とうとう四肢のモーターを撃ち抜かれ、ジャガーノートはその場に膝から崩れ落ちた。
「ようし、剥ぎ取るぜ。」
スカベンジャーの1人がジャガーノートに向かって歩き始めた。
パパンッ!
銃声が響き、そのスカベンジャーの足元の土が舞い上がった。スカベンジャーはチッと舌打ちをすると壁の後ろへと隠れた。ジャガーノートは貴重な武器と金属、弾薬の塊である。ジャガーノート1体分の物資を持ち帰れれば暫くは食うに困らない。当然、ここで争奪戦が起こらないわけもなかった。

 膠着状態が何時間続いただろうか。距離の近いスカベンジャー同士での協定や裏切りの末、戦いがジャガーノートを挟んだスカベンジャー同士の戦争の様相を呈し始めてから、既に太陽の位置が大分変ってしまっていた。そしてついに、日没への秒読みが始まった。
「兄貴…ビーストってのは、本当にいるのかな。」
「さぁ、どうですかね…。いるとしたら、そろそろ戻らないとまずいですね。」
味方になったスカベンジャーの表情を見ると、明らかに焦りの色がうかがえた。暗くなることや空腹への苛立ちとはあきらかに別種の、感情。恐怖心からの焦燥だ。
「停戦だ!」
先程撃たれかけた男が声を上げた。
「停戦にしよう!このままここにいちゃみんなビーストにやられちまう!ジャガーノートは山分けにしよう!」
シノブは耳を疑った。ブラフのつもりなのか本気なのか、いずれにせよ大声を上げて自分の位置をバラすのは今は得策ではない。しかし男はシノブの心配をよそに、銃をその場に置くと、両手を上げて夕日に姿を曝した。シノブは銃声と人体への着弾に備え身を強張らせた。張りつめた空気の中、鳥の羽音だけが響いた。ジャガーノートより少し先の草むらの中で、人の動く気配がした。一つ、また一つと太陽を背に人影が姿を現した。全員、丸腰である。
「正気ですか…?」
シノブはマントの下で密かにリボルバーを握りしめていた。このさすらいの日々、失うものばかりで得るものは何もなかった。あったとすれば、「他人は絶対に信用するな」という教訓くらいである。それだけに、目の前の光景は異様なものに見えた。
スカベンジャーたちは互いに手のひらを見せながらゆっくりとジャガーノートに近づき、1人ずつ順にジャガーノートの装備を手に取り、元来た道を引き返して行ったのだった。呆然と立ち尽くしているシノブのもとに先程の無謀なスカベンジャーが歩いて戻って来た。そして無言でジャガーノートの部品を、シノブの銃を持っていない方の手に握らせ、去って行った。

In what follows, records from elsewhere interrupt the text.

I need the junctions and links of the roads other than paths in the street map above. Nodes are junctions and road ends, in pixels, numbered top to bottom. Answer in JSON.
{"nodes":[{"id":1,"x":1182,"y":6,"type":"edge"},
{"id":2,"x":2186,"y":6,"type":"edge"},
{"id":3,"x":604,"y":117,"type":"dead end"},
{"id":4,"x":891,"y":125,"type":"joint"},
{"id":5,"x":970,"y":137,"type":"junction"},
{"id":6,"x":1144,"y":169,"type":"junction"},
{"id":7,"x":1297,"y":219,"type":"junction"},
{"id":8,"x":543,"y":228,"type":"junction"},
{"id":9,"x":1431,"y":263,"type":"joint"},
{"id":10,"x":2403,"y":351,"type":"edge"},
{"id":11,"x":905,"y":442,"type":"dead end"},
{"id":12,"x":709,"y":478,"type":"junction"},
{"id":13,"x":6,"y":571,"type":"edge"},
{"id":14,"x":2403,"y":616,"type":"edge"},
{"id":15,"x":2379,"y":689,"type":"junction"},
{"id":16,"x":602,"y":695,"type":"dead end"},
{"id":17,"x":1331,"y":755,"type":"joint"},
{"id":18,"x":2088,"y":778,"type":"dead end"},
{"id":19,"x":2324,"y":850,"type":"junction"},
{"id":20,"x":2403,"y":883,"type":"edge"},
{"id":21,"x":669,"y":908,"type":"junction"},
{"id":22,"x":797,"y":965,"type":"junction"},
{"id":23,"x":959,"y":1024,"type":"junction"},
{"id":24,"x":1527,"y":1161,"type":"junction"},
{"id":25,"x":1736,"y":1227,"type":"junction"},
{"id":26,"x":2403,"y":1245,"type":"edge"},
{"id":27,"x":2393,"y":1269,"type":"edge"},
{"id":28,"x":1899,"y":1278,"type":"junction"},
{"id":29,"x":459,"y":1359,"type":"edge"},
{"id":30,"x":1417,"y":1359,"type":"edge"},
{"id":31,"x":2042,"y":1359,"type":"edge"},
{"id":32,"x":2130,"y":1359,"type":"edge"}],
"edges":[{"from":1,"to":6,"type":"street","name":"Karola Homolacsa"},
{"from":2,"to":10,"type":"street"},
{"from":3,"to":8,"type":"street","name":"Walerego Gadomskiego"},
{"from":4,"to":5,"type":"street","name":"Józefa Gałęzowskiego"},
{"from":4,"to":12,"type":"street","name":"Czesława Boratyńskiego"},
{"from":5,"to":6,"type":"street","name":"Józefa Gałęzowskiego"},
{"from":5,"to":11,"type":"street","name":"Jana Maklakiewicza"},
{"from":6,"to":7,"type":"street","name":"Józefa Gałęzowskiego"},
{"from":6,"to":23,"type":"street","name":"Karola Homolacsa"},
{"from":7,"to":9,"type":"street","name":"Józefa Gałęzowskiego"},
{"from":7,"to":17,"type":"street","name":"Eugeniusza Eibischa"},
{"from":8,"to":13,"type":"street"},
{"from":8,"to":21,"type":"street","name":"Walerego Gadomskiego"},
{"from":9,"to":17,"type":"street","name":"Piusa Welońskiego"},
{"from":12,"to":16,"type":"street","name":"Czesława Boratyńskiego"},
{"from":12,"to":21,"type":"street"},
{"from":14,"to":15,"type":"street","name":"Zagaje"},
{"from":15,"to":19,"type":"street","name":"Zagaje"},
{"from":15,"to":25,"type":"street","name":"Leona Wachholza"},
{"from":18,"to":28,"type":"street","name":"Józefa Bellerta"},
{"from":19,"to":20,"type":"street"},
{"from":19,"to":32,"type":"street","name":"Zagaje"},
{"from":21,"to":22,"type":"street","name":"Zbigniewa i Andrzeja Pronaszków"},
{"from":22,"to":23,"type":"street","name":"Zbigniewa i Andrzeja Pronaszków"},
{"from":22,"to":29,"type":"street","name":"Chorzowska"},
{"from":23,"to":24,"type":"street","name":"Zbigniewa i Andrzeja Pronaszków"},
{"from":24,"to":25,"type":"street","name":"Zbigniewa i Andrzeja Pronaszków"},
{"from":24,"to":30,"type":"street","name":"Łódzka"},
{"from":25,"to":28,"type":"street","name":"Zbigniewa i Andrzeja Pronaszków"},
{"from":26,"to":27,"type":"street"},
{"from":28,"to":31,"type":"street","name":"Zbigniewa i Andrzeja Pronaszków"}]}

 「20000vlだとよ!!!俺と兄貴で2人で40000vl!!大収穫だ!」
シノブは故買屋の前で札束を大事そうにポーチにしまい込むヤギカスを眺めながら、夕方の出来事を回想し「たまには人を信用してやってもいい」と信念を改めようと思った。
「おい!肉!どれにする!?全部いけるぞ!ウサギと鹿と牛とカエルと、あとパンとスープも行ける!おいおっさん!欲しいやつは皿に盛ればいいんだな!?」
ヤギカスの皿に盛られていく食糧はこの一週間で食べた量に匹敵していた。
「ああ、盛った分は全部買い取ってもらうけどな!」
「あたりめえだろ!」







シノブも負けじと皿に肉を盛りながら、店主の言い回しに若干の違和感を覚えた。人を信じようと信念を改めた矢先である。今ここで店主に疑念を抱いてしまったら、これまでの自分と同じではないか。一生人を疑ってかかる生き方で本当にいいのだろうか。しかし…
「あの、店主。因みにですが、今の段階で二人の会計額はいくらくらいになりますか?」
「ん?合計でか?40000vlだな!」
「ファ!?」
店主はガハガハと腹を抱えて笑って言った。
「これがインフレ経済って奴だ!盛った分は、買い取ってもらうからな?」
もう一生人は信じないとシノブは今度こそ心に誓った。